─── Source material ───

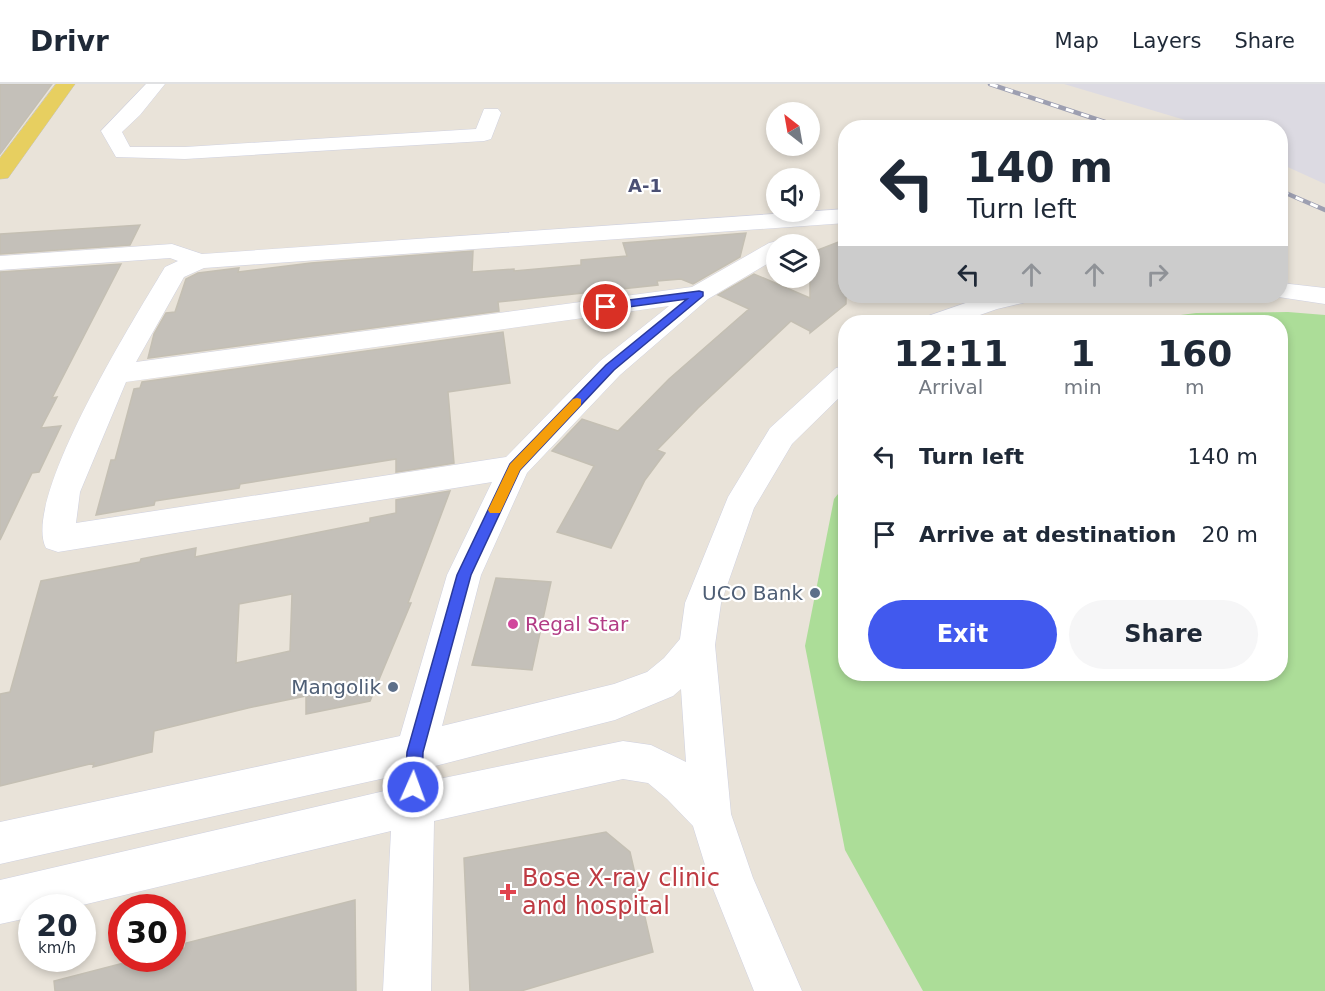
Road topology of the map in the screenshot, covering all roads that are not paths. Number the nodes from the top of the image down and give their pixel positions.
1 (66, 84) edge
2 (156, 84) edge
3 (491, 113) dead end
4 (0, 173) edge
5 (838, 218) edge
6 (838, 220) edge
7 (800, 234) edge
8 (766, 254) edge
9 (200, 261) junction
10 (0, 263) edge
11 (1288, 292) edge
12 (699, 294) junction
13 (1325, 296) edge
14 (988, 303) edge
15 (956, 315) edge
16 (115, 374) junction
17 (838, 383) edge
18 (515, 467) junction
19 (697, 645) junction
20 (415, 752) junction
21 (412, 805) junction
22 (710, 814) junction
23 (0, 843) edge
24 (0, 902) edge
25 (407, 991) edge
26 (778, 991) edge

1 - 4 main road
2 - 3 street
5 - 9 street
6 - 7 street
8 - 12 street
9 - 10 street
9 - 16 street
11 - 13 street
12 - 16 street
12 - 18 street
14 - 15 street
16 - 18 street
17 - 19 street
18 - 20 street
19 - 20 street
19 - 22 street
20 - 21 street
20 - 23 street
21 - 22 street
21 - 24 street
21 - 25 street
22 - 26 street

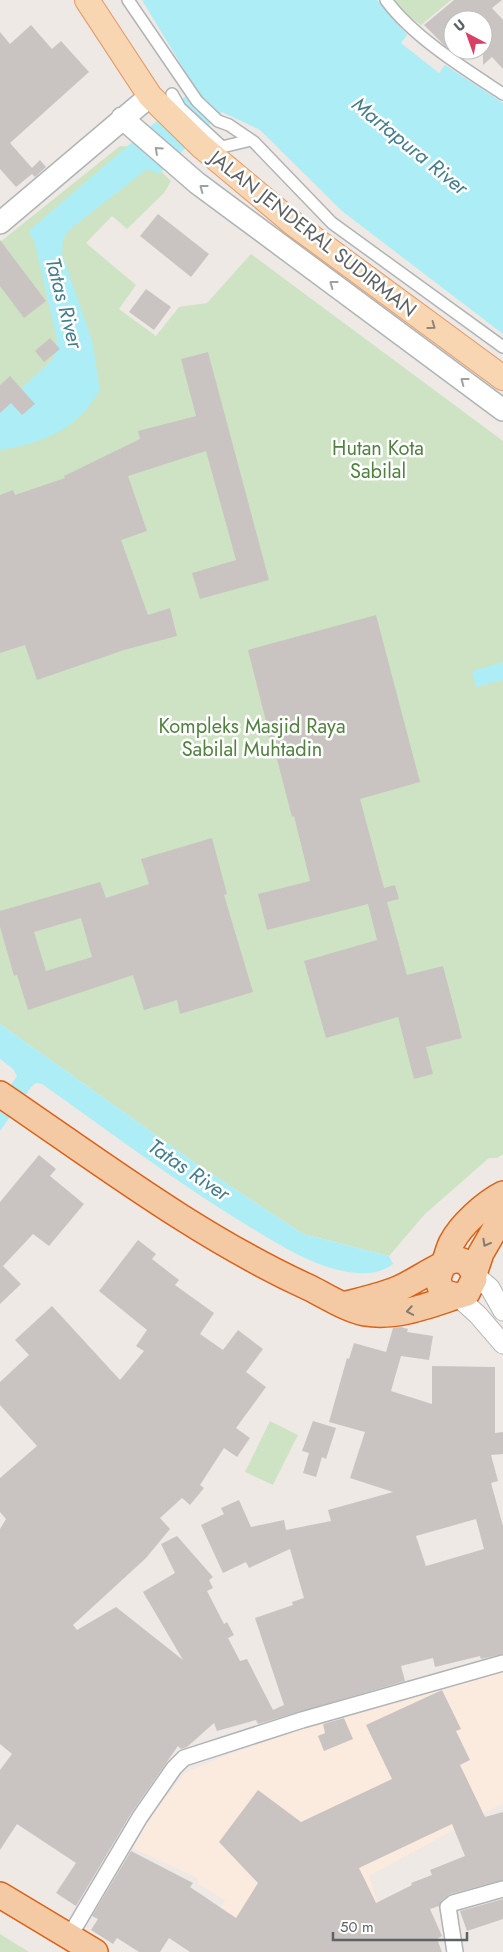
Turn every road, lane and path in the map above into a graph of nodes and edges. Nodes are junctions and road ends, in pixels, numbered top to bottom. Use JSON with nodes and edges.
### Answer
{"nodes":[{"id":1,"x":87,"y":0,"type":"edge"},
{"id":2,"x":128,"y":0,"type":"edge"},
{"id":3,"x":386,"y":0,"type":"edge"},
{"id":4,"x":503,"y":94,"type":"edge"},
{"id":5,"x":161,"y":99,"type":"junction"},
{"id":6,"x":130,"y":125,"type":"junction"},
{"id":7,"x":251,"y":140,"type":"junction"},
{"id":8,"x":205,"y":141,"type":"junction"},
{"id":9,"x":0,"y":223,"type":"edge"},
{"id":10,"x":503,"y":347,"type":"edge"},
{"id":11,"x":503,"y":378,"type":"edge"},
{"id":12,"x":503,"y":410,"type":"edge"},
{"id":13,"x":10,"y":1100,"type":"edge"},
{"id":14,"x":503,"y":1194,"type":"edge"},
{"id":15,"x":503,"y":1215,"type":"edge"},
{"id":16,"x":443,"y":1265,"type":"junction"},
{"id":17,"x":474,"y":1274,"type":"junction"},
{"id":18,"x":457,"y":1296,"type":"junction"},
{"id":19,"x":344,"y":1305,"type":"junction"},
{"id":20,"x":503,"y":1311,"type":"edge"},
{"id":21,"x":503,"y":1344,"type":"edge"},
{"id":22,"x":503,"y":1663,"type":"edge"},
{"id":23,"x":503,"y":1889,"type":"edge"},
{"id":24,"x":0,"y":1895,"type":"edge"},
{"id":25,"x":69,"y":1937,"type":"junction"},
{"id":26,"x":95,"y":1952,"type":"edge"},
{"id":27,"x":455,"y":1952,"type":"edge"}],
"edges":[{"from":1,"to":5,"type":"main road","name":"JALAN JENDERAL SUDIRMAN"},
{"from":2,"to":7,"type":"street"},
{"from":3,"to":4,"type":"street"},
{"from":5,"to":6,"type":"main road"},
{"from":5,"to":8,"type":"main road","name":"JALAN JENDERAL SUDIRMAN"},
{"from":6,"to":9,"type":"main road"},
{"from":12,"to":6,"type":"main road","name":"JALAN JENDERAL SUDIRMAN","one_way":true},
{"from":7,"to":8,"type":"street"},
{"from":7,"to":10,"type":"street"},
{"from":8,"to":11,"type":"main road","name":"JALAN JENDERAL SUDIRMAN","one_way":true},
{"from":13,"to":19,"type":"highway"},
{"from":14,"to":16,"type":"highway"},
{"from":15,"to":17,"type":"highway","one_way":true},
{"from":16,"to":17,"type":"highway"},
{"from":16,"to":18,"type":"highway"},
{"from":16,"to":19,"type":"highway"},
{"from":17,"to":18,"type":"highway"},
{"from":17,"to":20,"type":"street"},
{"from":18,"to":19,"type":"highway","one_way":true},
{"from":18,"to":21,"type":"street"},
{"from":22,"to":25,"type":"street"},
{"from":23,"to":27,"type":"street"},
{"from":24,"to":25,"type":"highway"},
{"from":25,"to":26,"type":"highway"}]}
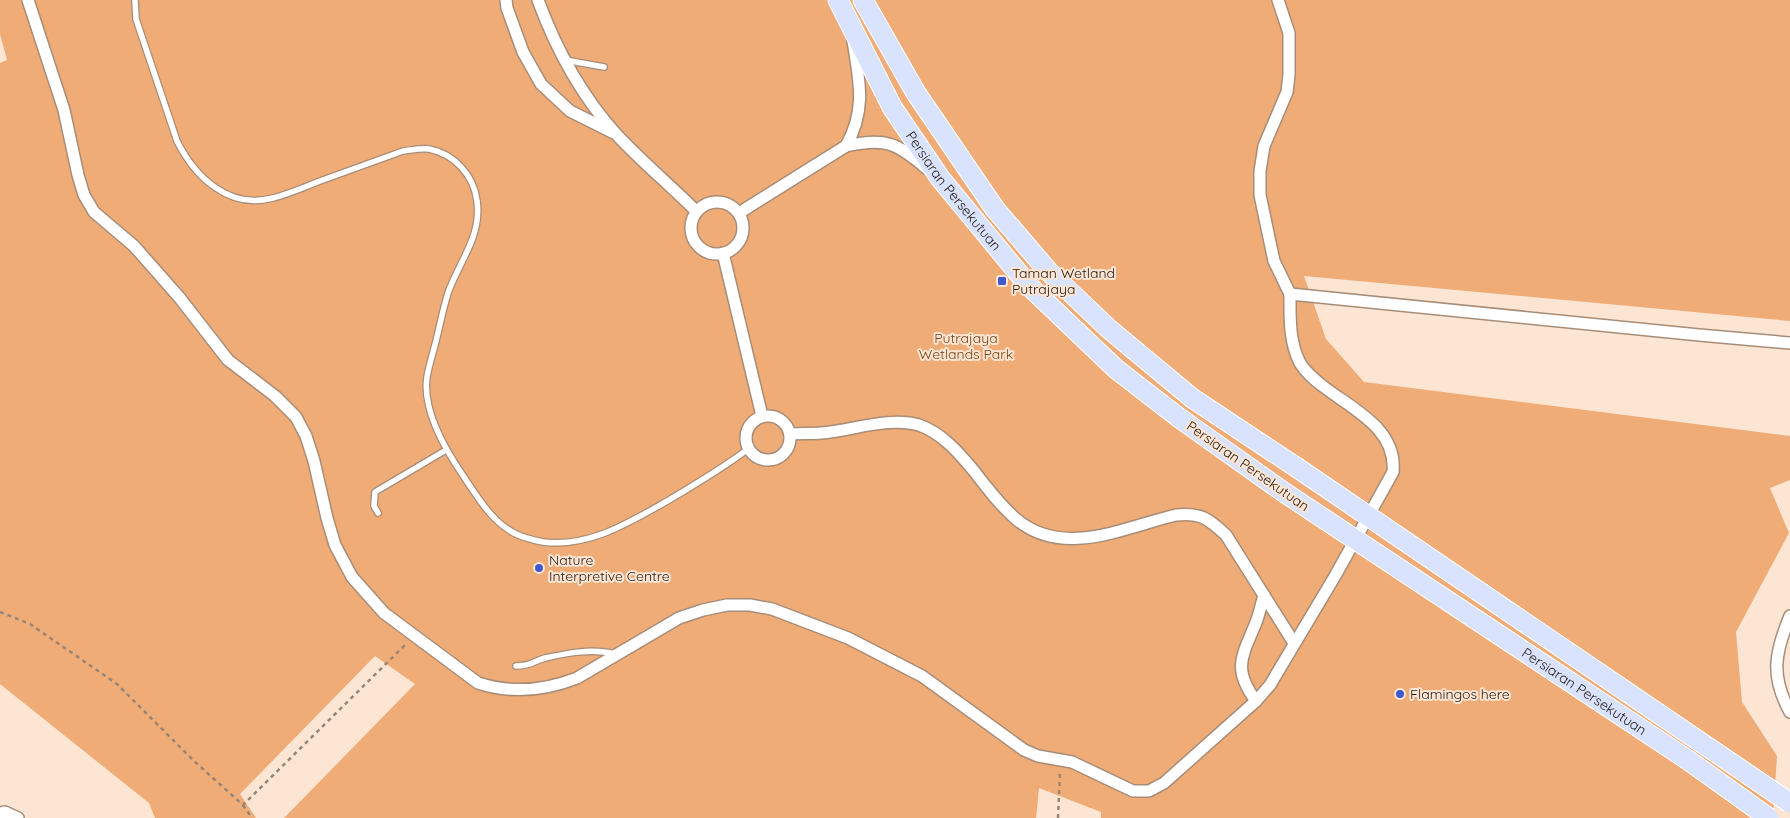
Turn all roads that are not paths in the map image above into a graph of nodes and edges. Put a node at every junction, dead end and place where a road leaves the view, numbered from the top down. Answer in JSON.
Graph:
{"nodes":[{"id":1,"x":28,"y":0,"type":"edge"},
{"id":2,"x":134,"y":0,"type":"edge"},
{"id":3,"x":506,"y":0,"type":"edge"},
{"id":4,"x":538,"y":0,"type":"edge"},
{"id":5,"x":838,"y":0,"type":"edge"},
{"id":6,"x":864,"y":0,"type":"edge"},
{"id":7,"x":1278,"y":0,"type":"edge"},
{"id":8,"x":850,"y":24,"type":"junction"},
{"id":9,"x":563,"y":60,"type":"junction"},
{"id":10,"x":604,"y":67,"type":"dead end"},
{"id":11,"x":616,"y":134,"type":"junction"},
{"id":12,"x":846,"y":146,"type":"junction"},
{"id":13,"x":940,"y":178,"type":"junction"},
{"id":14,"x":696,"y":211,"type":"junction"},
{"id":15,"x":739,"y":213,"type":"junction"},
{"id":16,"x":723,"y":254,"type":"junction"},
{"id":17,"x":1290,"y":294,"type":"junction"},
{"id":18,"x":1790,"y":343,"type":"edge"},
{"id":19,"x":762,"y":416,"type":"junction"},
{"id":20,"x":790,"y":434,"type":"junction"},
{"id":21,"x":748,"y":449,"type":"junction"},
{"id":22,"x":446,"y":450,"type":"junction"},
{"id":23,"x":378,"y":514,"type":"dead end"},
{"id":24,"x":1264,"y":595,"type":"junction"},
{"id":25,"x":1790,"y":616,"type":"edge"},
{"id":26,"x":1294,"y":643,"type":"junction"},
{"id":27,"x":619,"y":655,"type":"junction"},
{"id":28,"x":516,"y":666,"type":"dead end"},
{"id":29,"x":1256,"y":701,"type":"junction"},
{"id":30,"x":1790,"y":712,"type":"edge"},
{"id":31,"x":1790,"y":804,"type":"edge"},
{"id":32,"x":0,"y":812,"type":"edge"},
{"id":33,"x":18,"y":818,"type":"edge"},
{"id":34,"x":1769,"y":818,"type":"edge"}],
"edges":[{"from":1,"to":27,"type":"street"},
{"from":2,"to":22,"type":"lane"},
{"from":3,"to":11,"type":"street"},
{"from":4,"to":9,"type":"street"},
{"from":5,"to":8,"type":"main road","name":"Persiaran Persekutuan"},
{"from":6,"to":31,"type":"main road","name":"Persiaran Persekutuan","bridge":true},
{"from":7,"to":17,"type":"street"},
{"from":8,"to":12,"type":"street"},
{"from":8,"to":13,"type":"main road","name":"Persiaran Persekutuan"},
{"from":9,"to":10,"type":"lane"},
{"from":9,"to":11,"type":"street"},
{"from":11,"to":14,"type":"street"},
{"from":12,"to":13,"type":"street"},
{"from":12,"to":15,"type":"street"},
{"from":13,"to":34,"type":"main road","name":"Persiaran Persekutuan","bridge":true},
{"from":14,"to":15,"type":"street"},
{"from":14,"to":16,"type":"street"},
{"from":15,"to":16,"type":"street"},
{"from":16,"to":19,"type":"street"},
{"from":17,"to":18,"type":"street"},
{"from":17,"to":26,"type":"street"},
{"from":19,"to":20,"type":"street"},
{"from":19,"to":21,"type":"street"},
{"from":20,"to":21,"type":"street"},
{"from":20,"to":24,"type":"street"},
{"from":21,"to":22,"type":"lane"},
{"from":22,"to":23,"type":"lane"},
{"from":24,"to":26,"type":"street"},
{"from":24,"to":29,"type":"street"},
{"from":25,"to":30,"type":"street"},
{"from":26,"to":29,"type":"street"},
{"from":27,"to":28,"type":"lane"},
{"from":27,"to":29,"type":"street"},
{"from":32,"to":33,"type":"street"}]}
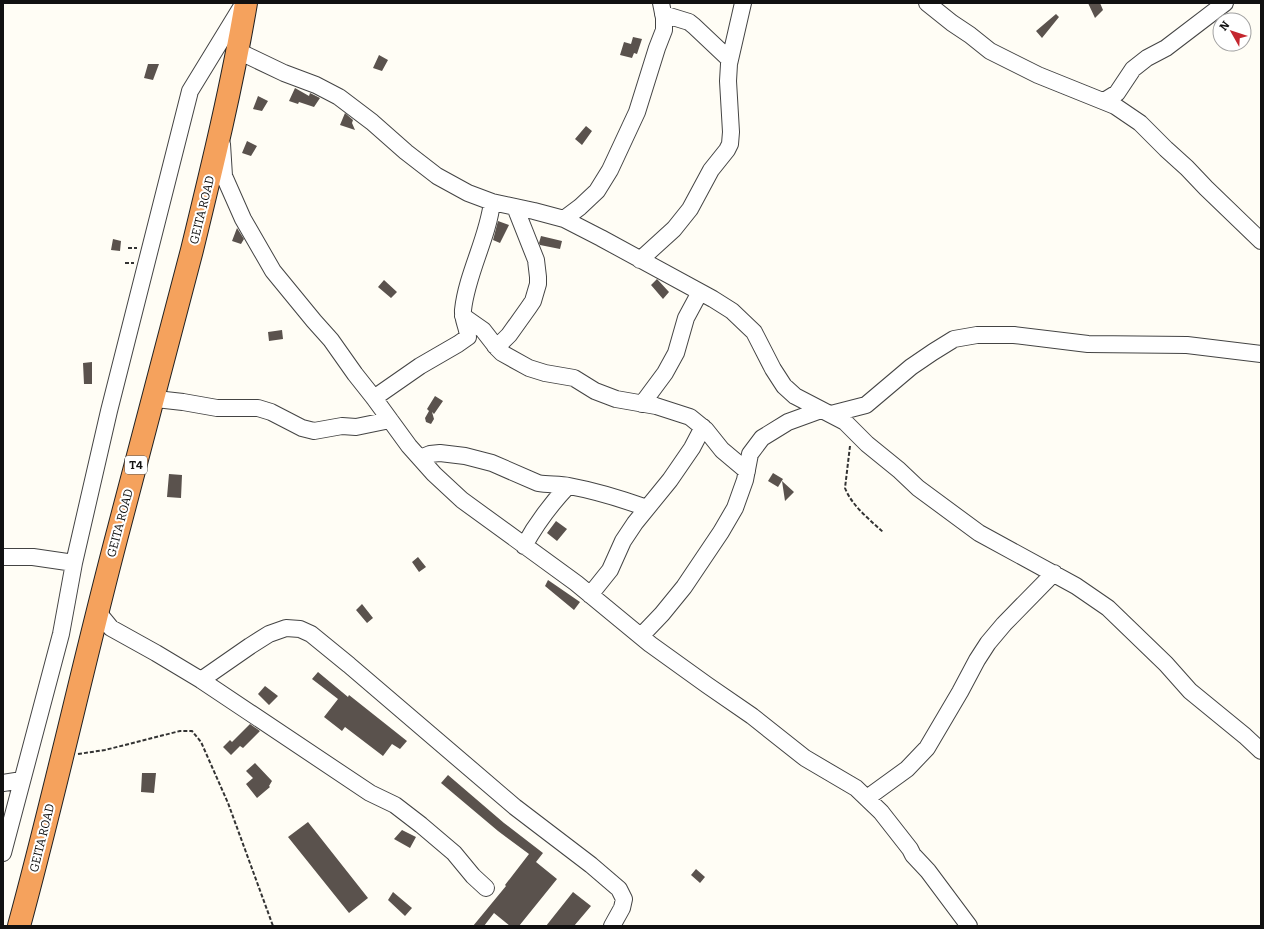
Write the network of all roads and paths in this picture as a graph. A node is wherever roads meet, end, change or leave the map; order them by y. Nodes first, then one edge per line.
1 (245, 3) edge
2 (743, 3) edge
3 (927, 3) edge
4 (1225, 3) edge
5 (662, 9) edge
6 (238, 51) junction
7 (730, 60) junction
8 (1104, 101) junction
9 (221, 129) junction
10 (492, 202) junction
11 (515, 207) junction
12 (564, 219) junction
13 (1261, 241) edge
14 (640, 260) junction
15 (700, 292) junction
16 (463, 316) junction
17 (495, 346) junction
18 (1261, 354) edge
19 (155, 394) junction
20 (374, 398) junction
21 (642, 404) junction
22 (826, 412) junction
23 (390, 420) junction
24 (703, 427) junction
25 (853, 430) junction
26 (420, 458) junction
27 (747, 471) junction
28 (568, 486) junction
29 (647, 508) junction
30 (883, 532) dead end
31 (524, 546) junction
32 (3, 557) edge
33 (74, 563) junction
34 (1054, 574) junction
35 (590, 595) junction
36 (97, 611) junction
37 (641, 636) junction
38 (200, 680) junction
39 (1261, 751) edge
40 (62, 756) junction
41 (22, 780) junction
42 (3, 783) edge
43 (867, 798) junction
44 (3, 853) edge
45 (486, 888) dead end
46 (19, 926) edge
47 (273, 926) edge
48 (612, 926) edge
49 (969, 926) edge

1 - 6 highway, GEITA ROAD / T4
1 - 33 street
2 - 7 street
3 - 8 street
4 - 8 street
5 - 7 street
5 - 12 street
6 - 9 highway, GEITA ROAD / T4
6 - 10 street
7 - 14 street
8 - 13 street
9 - 19 highway, GEITA ROAD / T4
9 - 20 street
10 - 11 street
10 - 16 street
11 - 12 street
11 - 17 street
12 - 14 street
14 - 15 street
15 - 21 street
15 - 22 street
16 - 17 street
16 - 20 street
17 - 21 street
18 - 22 street
19 - 23 street
19 - 36 highway, GEITA ROAD / T4
20 - 23 street
21 - 24 street
22 - 25 street
22 - 27 street
23 - 26 street
24 - 27 street
24 - 29 street
25 - 30 path
25 - 34 street
26 - 28 street
26 - 31 street
27 - 37 street
28 - 29 street
28 - 31 street
29 - 35 street
31 - 35 street
32 - 33 street
33 - 41 street
34 - 39 street
34 - 43 street
35 - 37 street
36 - 38 street
36 - 40 highway, GEITA ROAD / T4
37 - 43 street
38 - 45 street
38 - 48 street
40 - 46 highway, GEITA ROAD / T4
40 - 47 path
41 - 42 street
41 - 44 street
43 - 49 street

───

Activity: In the listing above, find the lines holding the word "Answer" and copy them.

Solution for this task:
### Answer
Turn all roads that are not paths in the map image above into a graph of nodes and edges. Put a node at every junction, dead end and place where a road leaves the view, numbered from the top down. Answer in JSON.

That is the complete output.